7 Mayıs tarihinde ilan edilmesi gereken yönetici atama sonuçlarının 26 Haziran tarihine ertelenmesinin nedeni artık gün gibi ortadadır. MEB teşkilatlarındaki bazı kriptolar gizli kapaklı işlerinde daha iyi organize olmak için MEB yöneticilerini de bu suça alet etmiş ve sonuçların açıklanmasını ötelenmesini sağlayarak, MEB’in işleyişine ayar vermiştir.
Türk Eğitim-Sen olarak, her fırsatta yönetici atama sonuçları açıklandığında geçtiğimiz yıllardaki ayrımcılığın, ötekileştirmenin yaşandığını görürsek, bunun sorumlularını ülkemizde oluşan milli birlik ve beraberlik havasını bozmak isteyen Kripto Fetöcü ilan edeceğimizi söylemiştik. Nitekim bugün de bu sözümüzün arkasındayız. Yaşananlar göstermiştir ki, MEB teşkilatlarında bir gizli çete vardır. Bunlar devletimizin bekasına yönelik saldırılar karşısında bir ve bütün olan Türk milletini ayrıştırmak isteyen, kamu çalışanlarını ‘Benden olan-olmayan’ şeklinde kategorize eden, çalışma barışına nifak sokmak isteyen Kripto Fetöcülerdir.

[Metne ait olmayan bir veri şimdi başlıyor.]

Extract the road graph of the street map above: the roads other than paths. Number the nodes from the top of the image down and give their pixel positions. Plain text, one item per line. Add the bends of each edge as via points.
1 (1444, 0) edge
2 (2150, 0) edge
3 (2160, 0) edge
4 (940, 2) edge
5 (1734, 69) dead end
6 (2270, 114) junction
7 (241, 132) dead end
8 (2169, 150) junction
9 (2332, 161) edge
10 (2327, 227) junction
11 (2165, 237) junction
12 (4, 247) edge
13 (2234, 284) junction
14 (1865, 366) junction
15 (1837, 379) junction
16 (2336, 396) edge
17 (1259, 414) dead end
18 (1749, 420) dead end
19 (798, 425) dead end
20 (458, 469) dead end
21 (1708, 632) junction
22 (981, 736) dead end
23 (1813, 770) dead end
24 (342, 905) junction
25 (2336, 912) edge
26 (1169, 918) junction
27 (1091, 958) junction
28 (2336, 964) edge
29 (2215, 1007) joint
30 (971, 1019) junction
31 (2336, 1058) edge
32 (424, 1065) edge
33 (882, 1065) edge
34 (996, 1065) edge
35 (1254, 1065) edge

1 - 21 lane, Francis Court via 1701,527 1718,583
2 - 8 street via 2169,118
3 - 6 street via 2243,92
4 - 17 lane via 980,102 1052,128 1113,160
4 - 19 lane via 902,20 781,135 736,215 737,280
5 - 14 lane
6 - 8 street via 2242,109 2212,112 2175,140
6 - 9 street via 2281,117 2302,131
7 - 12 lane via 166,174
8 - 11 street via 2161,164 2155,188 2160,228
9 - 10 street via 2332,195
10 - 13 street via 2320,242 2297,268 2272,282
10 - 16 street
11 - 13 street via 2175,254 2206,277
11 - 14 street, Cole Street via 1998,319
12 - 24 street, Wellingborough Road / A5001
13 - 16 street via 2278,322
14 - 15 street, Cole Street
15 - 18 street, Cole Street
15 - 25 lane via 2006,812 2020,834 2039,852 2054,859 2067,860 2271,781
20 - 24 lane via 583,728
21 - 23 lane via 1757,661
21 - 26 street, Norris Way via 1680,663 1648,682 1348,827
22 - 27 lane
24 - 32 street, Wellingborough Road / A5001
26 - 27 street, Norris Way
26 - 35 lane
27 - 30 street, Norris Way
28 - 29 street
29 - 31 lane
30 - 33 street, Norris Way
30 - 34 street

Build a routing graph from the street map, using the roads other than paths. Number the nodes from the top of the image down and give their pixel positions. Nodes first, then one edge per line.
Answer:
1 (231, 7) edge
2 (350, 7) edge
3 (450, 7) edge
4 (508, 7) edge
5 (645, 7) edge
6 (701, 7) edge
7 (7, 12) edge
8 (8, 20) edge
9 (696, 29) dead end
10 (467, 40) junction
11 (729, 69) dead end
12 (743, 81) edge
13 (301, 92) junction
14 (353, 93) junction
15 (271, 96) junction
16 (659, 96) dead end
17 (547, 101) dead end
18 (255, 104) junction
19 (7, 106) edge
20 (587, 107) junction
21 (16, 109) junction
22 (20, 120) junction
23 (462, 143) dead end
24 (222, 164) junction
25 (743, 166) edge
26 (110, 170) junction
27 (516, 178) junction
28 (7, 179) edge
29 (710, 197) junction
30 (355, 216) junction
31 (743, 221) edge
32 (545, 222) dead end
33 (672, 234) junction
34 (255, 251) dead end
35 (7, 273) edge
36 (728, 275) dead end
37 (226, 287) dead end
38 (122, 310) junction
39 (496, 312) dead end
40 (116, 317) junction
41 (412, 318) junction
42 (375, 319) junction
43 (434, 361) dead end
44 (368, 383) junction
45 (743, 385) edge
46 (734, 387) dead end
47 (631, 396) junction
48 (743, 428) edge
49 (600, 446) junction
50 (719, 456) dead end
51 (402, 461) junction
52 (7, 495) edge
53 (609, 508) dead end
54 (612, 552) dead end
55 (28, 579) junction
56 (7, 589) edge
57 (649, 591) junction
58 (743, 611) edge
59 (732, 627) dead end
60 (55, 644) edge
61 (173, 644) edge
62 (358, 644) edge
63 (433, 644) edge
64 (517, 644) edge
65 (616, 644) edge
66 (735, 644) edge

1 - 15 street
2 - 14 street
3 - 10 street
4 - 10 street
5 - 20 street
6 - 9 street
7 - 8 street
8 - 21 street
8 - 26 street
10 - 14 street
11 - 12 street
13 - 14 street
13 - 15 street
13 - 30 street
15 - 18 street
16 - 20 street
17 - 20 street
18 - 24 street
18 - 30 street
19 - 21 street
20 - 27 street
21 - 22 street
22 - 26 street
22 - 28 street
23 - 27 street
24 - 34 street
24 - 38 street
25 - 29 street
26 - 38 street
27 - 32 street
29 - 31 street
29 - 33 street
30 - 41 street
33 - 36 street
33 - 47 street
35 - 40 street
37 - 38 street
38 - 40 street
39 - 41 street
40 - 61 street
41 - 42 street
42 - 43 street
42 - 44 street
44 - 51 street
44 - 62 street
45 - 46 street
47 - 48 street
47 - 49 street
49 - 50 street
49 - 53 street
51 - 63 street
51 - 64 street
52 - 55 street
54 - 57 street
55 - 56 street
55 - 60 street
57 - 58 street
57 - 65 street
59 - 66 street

Bu noktada Türk Eğitim-Sen olarak, Sayın Cumhurbaşkanı’nın Fetö belasına karşı samimi ve hassas yaklaşımını göz önüne alarak, kendisine çağrıda bulunuyoruz: Kendisinin de her fırsatta dile getirdiği 15 Temmuz felaketinden bu yana toplumda oluşan milli birlik ve beraberlik ruhunun MEB’deki kriptolar eliyle sabote edildiğini ilan ediyor ve bunun sorumlularının eğitim camiasından ayıklanmasını istiyoruz. Kamunun en büyük kurumu olan Milli Eğitim Bakanlığı, 24 Haziran seçimleriyle girilen yeni dönemin toplumumuzda yerleşik hale gelmesinde büyük rol oynayacaktır. MEB camiasında huzur, birlik ve beraberlik sağlanmadan toplumsal birlikteliğimizin güçlenemeyeceği aşikârdır.
Velilerimiz şunu bilsinler ki, ötekileştirilmiş bir idareci, ötekileştirilmiş bir öğretmen ile eğitimde başarının imkânsızlığı ortaya konmuştur.”